(Stored data)
################

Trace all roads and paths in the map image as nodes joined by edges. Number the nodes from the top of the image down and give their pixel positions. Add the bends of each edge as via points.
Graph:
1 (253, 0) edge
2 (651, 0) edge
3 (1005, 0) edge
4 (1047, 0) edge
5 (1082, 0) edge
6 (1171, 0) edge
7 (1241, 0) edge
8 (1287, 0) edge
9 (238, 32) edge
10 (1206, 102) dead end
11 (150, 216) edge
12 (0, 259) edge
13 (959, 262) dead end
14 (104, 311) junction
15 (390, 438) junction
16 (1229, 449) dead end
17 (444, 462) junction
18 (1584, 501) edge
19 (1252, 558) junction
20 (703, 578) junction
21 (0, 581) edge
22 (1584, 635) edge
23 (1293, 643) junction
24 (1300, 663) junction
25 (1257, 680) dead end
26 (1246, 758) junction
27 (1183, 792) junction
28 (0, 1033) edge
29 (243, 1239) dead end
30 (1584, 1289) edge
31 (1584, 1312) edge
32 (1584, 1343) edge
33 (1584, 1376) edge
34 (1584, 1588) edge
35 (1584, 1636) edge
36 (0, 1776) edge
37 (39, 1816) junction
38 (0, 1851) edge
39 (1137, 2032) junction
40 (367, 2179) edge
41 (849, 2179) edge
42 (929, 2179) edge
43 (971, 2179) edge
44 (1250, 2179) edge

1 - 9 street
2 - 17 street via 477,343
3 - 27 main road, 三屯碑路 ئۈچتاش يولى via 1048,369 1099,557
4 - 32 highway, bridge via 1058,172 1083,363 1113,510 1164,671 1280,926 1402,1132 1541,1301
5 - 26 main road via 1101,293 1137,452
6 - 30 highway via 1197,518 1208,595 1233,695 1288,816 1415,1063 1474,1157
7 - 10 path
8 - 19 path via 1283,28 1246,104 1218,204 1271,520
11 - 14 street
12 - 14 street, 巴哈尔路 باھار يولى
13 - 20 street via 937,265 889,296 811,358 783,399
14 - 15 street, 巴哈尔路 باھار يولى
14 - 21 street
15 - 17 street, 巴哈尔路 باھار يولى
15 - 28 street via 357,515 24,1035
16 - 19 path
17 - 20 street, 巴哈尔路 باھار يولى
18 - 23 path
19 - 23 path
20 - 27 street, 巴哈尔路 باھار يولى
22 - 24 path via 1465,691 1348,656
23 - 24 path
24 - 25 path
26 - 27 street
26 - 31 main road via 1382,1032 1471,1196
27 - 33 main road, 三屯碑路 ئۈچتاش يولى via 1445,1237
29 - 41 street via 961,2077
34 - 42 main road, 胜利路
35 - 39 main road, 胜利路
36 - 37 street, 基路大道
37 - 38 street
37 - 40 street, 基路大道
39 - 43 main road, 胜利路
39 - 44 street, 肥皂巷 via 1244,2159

################

* _What you need to do_: With nothing omitted, set down all of the records again.

* _Problem solution_:
Trace all roads and paths in the map image as nodes joined by edges. Number the nodes from the top of the image down and give their pixel positions. Add the bends of each edge as via points.
Graph:
1 (253, 0) edge
2 (651, 0) edge
3 (1005, 0) edge
4 (1047, 0) edge
5 (1082, 0) edge
6 (1171, 0) edge
7 (1241, 0) edge
8 (1287, 0) edge
9 (238, 32) edge
10 (1206, 102) dead end
11 (150, 216) edge
12 (0, 259) edge
13 (959, 262) dead end
14 (104, 311) junction
15 (390, 438) junction
16 (1229, 449) dead end
17 (444, 462) junction
18 (1584, 501) edge
19 (1252, 558) junction
20 (703, 578) junction
21 (0, 581) edge
22 (1584, 635) edge
23 (1293, 643) junction
24 (1300, 663) junction
25 (1257, 680) dead end
26 (1246, 758) junction
27 (1183, 792) junction
28 (0, 1033) edge
29 (243, 1239) dead end
30 (1584, 1289) edge
31 (1584, 1312) edge
32 (1584, 1343) edge
33 (1584, 1376) edge
34 (1584, 1588) edge
35 (1584, 1636) edge
36 (0, 1776) edge
37 (39, 1816) junction
38 (0, 1851) edge
39 (1137, 2032) junction
40 (367, 2179) edge
41 (849, 2179) edge
42 (929, 2179) edge
43 (971, 2179) edge
44 (1250, 2179) edge

1 - 9 street
2 - 17 street via 477,343
3 - 27 main road, 三屯碑路 ئۈچتاش يولى via 1048,369 1099,557
4 - 32 highway, bridge via 1058,172 1083,363 1113,510 1164,671 1280,926 1402,1132 1541,1301
5 - 26 main road via 1101,293 1137,452
6 - 30 highway via 1197,518 1208,595 1233,695 1288,816 1415,1063 1474,1157
7 - 10 path
8 - 19 path via 1283,28 1246,104 1218,204 1271,520
11 - 14 street
12 - 14 street, 巴哈尔路 باھار يولى
13 - 20 street via 937,265 889,296 811,358 783,399
14 - 15 street, 巴哈尔路 باھار يولى
14 - 21 street
15 - 17 street, 巴哈尔路 باھار يولى
15 - 28 street via 357,515 24,1035
16 - 19 path
17 - 20 street, 巴哈尔路 باھار يولى
18 - 23 path
19 - 23 path
20 - 27 street, 巴哈尔路 باھار يولى
22 - 24 path via 1465,691 1348,656
23 - 24 path
24 - 25 path
26 - 27 street
26 - 31 main road via 1382,1032 1471,1196
27 - 33 main road, 三屯碑路 ئۈچتاش يولى via 1445,1237
29 - 41 street via 961,2077
34 - 42 main road, 胜利路
35 - 39 main road, 胜利路
36 - 37 street, 基路大道
37 - 38 street
37 - 40 street, 基路大道
39 - 43 main road, 胜利路
39 - 44 street, 肥皂巷 via 1244,2159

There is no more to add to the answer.